*Information given*
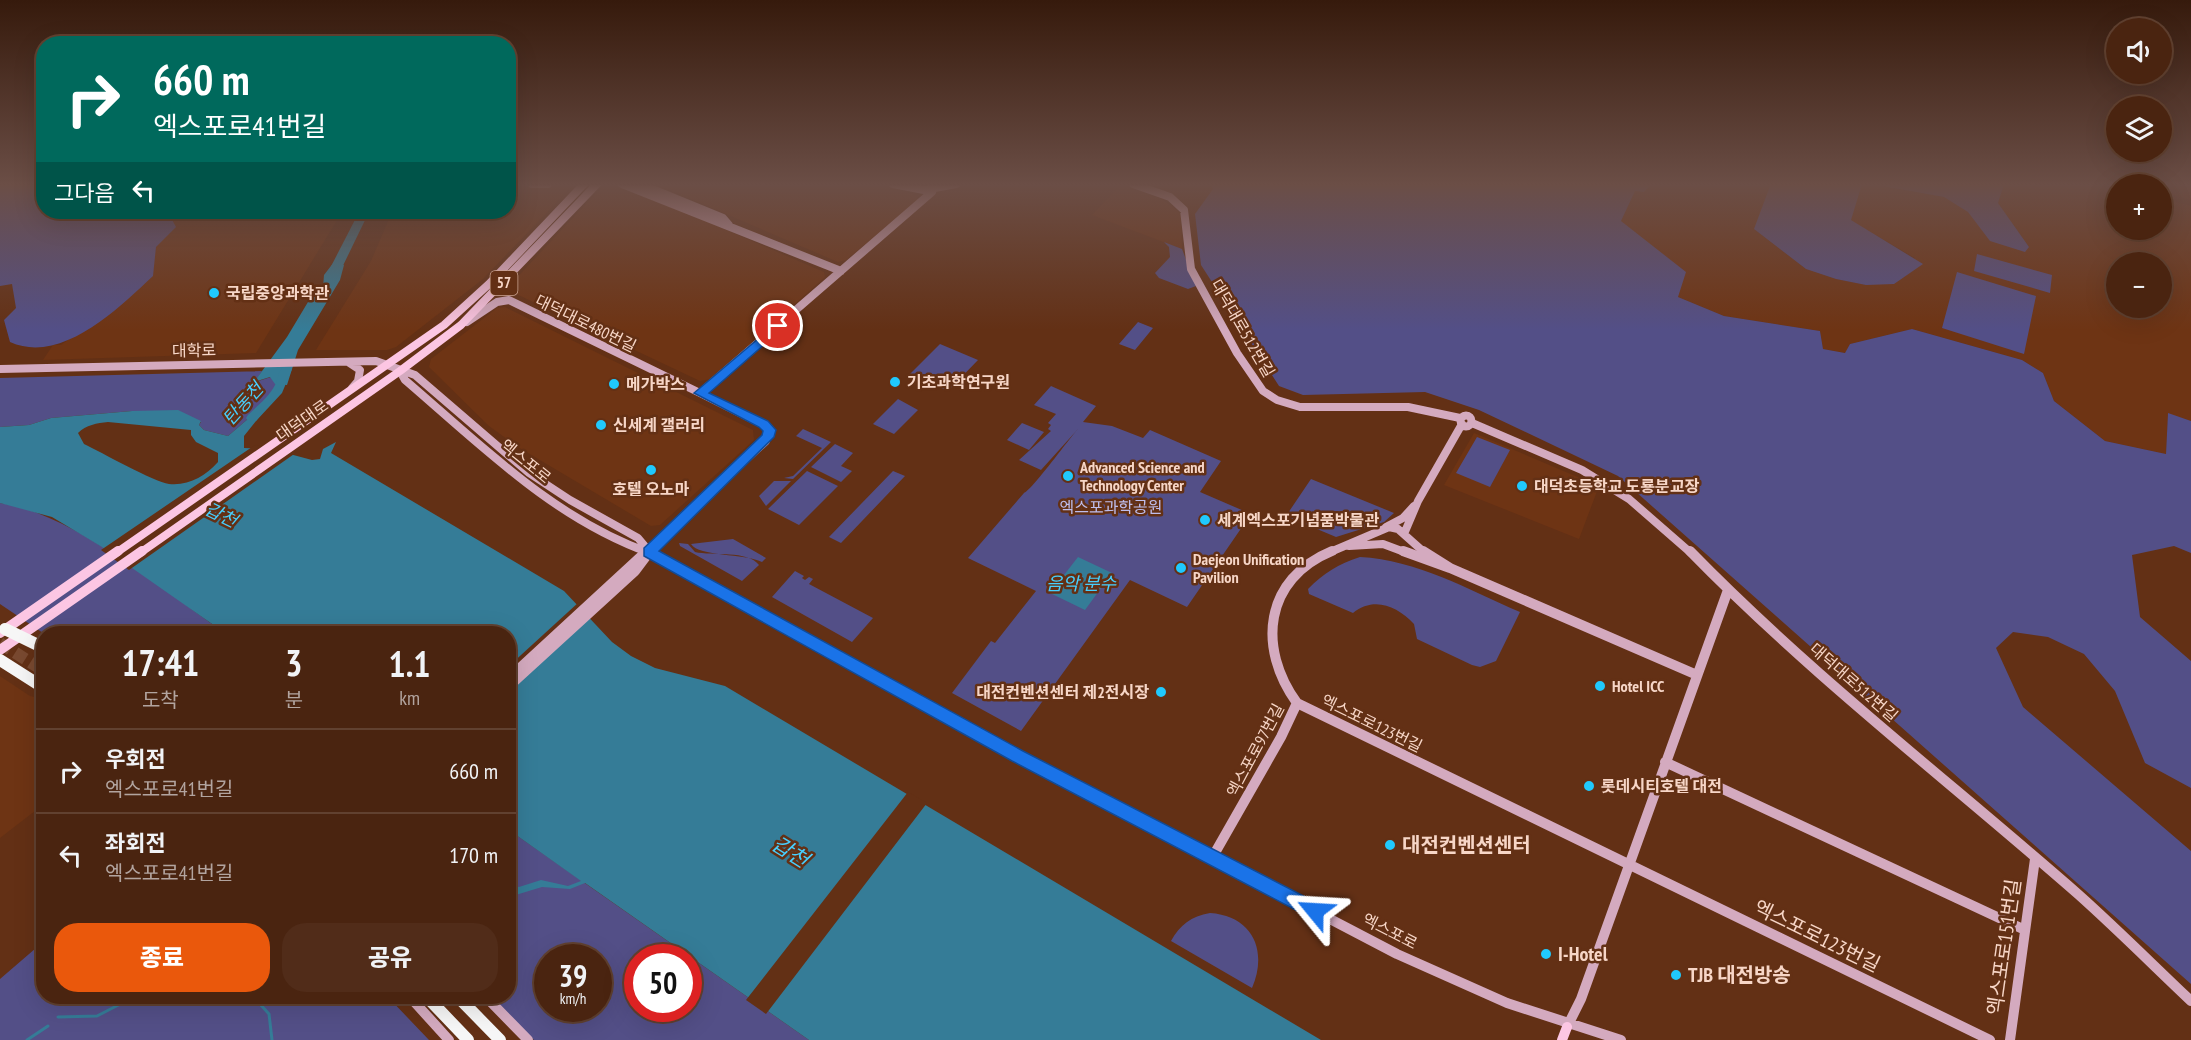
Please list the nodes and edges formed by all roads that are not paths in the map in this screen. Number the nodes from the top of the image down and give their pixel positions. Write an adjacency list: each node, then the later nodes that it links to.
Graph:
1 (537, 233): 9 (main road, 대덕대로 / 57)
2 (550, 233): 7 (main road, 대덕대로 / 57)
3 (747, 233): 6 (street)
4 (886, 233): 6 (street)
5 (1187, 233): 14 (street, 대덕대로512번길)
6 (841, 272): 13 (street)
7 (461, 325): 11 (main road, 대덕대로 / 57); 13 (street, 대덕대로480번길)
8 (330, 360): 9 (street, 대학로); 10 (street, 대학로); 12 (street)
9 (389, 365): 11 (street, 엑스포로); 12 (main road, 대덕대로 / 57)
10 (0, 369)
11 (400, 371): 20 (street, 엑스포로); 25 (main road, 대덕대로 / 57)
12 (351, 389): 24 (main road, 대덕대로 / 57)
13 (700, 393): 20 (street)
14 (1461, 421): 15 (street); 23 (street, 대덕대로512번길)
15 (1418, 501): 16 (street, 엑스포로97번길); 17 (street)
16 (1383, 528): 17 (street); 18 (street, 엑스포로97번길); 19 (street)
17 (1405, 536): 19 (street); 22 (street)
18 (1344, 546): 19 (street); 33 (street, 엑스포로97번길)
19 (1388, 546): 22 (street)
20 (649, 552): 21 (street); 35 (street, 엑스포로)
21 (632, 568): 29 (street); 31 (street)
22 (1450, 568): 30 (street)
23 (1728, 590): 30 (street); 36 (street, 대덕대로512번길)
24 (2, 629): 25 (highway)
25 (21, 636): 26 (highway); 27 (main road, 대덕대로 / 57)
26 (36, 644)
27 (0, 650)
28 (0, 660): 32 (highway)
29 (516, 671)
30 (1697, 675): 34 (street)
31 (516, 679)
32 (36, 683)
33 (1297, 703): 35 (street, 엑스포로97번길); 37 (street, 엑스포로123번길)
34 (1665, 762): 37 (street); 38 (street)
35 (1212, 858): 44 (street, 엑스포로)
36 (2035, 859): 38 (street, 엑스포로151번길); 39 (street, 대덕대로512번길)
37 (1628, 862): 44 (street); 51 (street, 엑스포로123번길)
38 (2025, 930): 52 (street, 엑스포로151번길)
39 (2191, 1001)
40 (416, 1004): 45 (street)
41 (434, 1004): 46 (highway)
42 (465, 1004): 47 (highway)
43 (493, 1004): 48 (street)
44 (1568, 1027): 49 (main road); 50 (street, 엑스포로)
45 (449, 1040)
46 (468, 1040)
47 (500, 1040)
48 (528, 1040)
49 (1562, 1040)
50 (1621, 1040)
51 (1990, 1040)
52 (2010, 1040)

*Task prompt*
Retype each line above precisely, please. Skip anything that is a picture.

*Written answer*
Please list the nodes and edges formed by all roads that are not paths in the map in this screen. Number the nodes from the top of the image down and give their pixel positions. Write an adjacency list: each node, then the later nodes that it links to.
Graph:
1 (537, 233): 9 (main road, 대덕대로 / 57)
2 (550, 233): 7 (main road, 대덕대로 / 57)
3 (747, 233): 6 (street)
4 (886, 233): 6 (street)
5 (1187, 233): 14 (street, 대덕대로512번길)
6 (841, 272): 13 (street)
7 (461, 325): 11 (main road, 대덕대로 / 57); 13 (street, 대덕대로480번길)
8 (330, 360): 9 (street, 대학로); 10 (street, 대학로); 12 (street)
9 (389, 365): 11 (street, 엑스포로); 12 (main road, 대덕대로 / 57)
10 (0, 369)
11 (400, 371): 20 (street, 엑스포로); 25 (main road, 대덕대로 / 57)
12 (351, 389): 24 (main road, 대덕대로 / 57)
13 (700, 393): 20 (street)
14 (1461, 421): 15 (street); 23 (street, 대덕대로512번길)
15 (1418, 501): 16 (street, 엑스포로97번길); 17 (street)
16 (1383, 528): 17 (street); 18 (street, 엑스포로97번길); 19 (street)
17 (1405, 536): 19 (street); 22 (street)
18 (1344, 546): 19 (street); 33 (street, 엑스포로97번길)
19 (1388, 546): 22 (street)
20 (649, 552): 21 (street); 35 (street, 엑스포로)
21 (632, 568): 29 (street); 31 (street)
22 (1450, 568): 30 (street)
23 (1728, 590): 30 (street); 36 (street, 대덕대로512번길)
24 (2, 629): 25 (highway)
25 (21, 636): 26 (highway); 27 (main road, 대덕대로 / 57)
26 (36, 644)
27 (0, 650)
28 (0, 660): 32 (highway)
29 (516, 671)
30 (1697, 675): 34 (street)
31 (516, 679)
32 (36, 683)
33 (1297, 703): 35 (street, 엑스포로97번길); 37 (street, 엑스포로123번길)
34 (1665, 762): 37 (street); 38 (street)
35 (1212, 858): 44 (street, 엑스포로)
36 (2035, 859): 38 (street, 엑스포로151번길); 39 (street, 대덕대로512번길)
37 (1628, 862): 44 (street); 51 (street, 엑스포로123번길)
38 (2025, 930): 52 (street, 엑스포로151번길)
39 (2191, 1001)
40 (416, 1004): 45 (street)
41 (434, 1004): 46 (highway)
42 (465, 1004): 47 (highway)
43 (493, 1004): 48 (street)
44 (1568, 1027): 49 (main road); 50 (street, 엑스포로)
45 (449, 1040)
46 (468, 1040)
47 (500, 1040)
48 (528, 1040)
49 (1562, 1040)
50 (1621, 1040)
51 (1990, 1040)
52 (2010, 1040)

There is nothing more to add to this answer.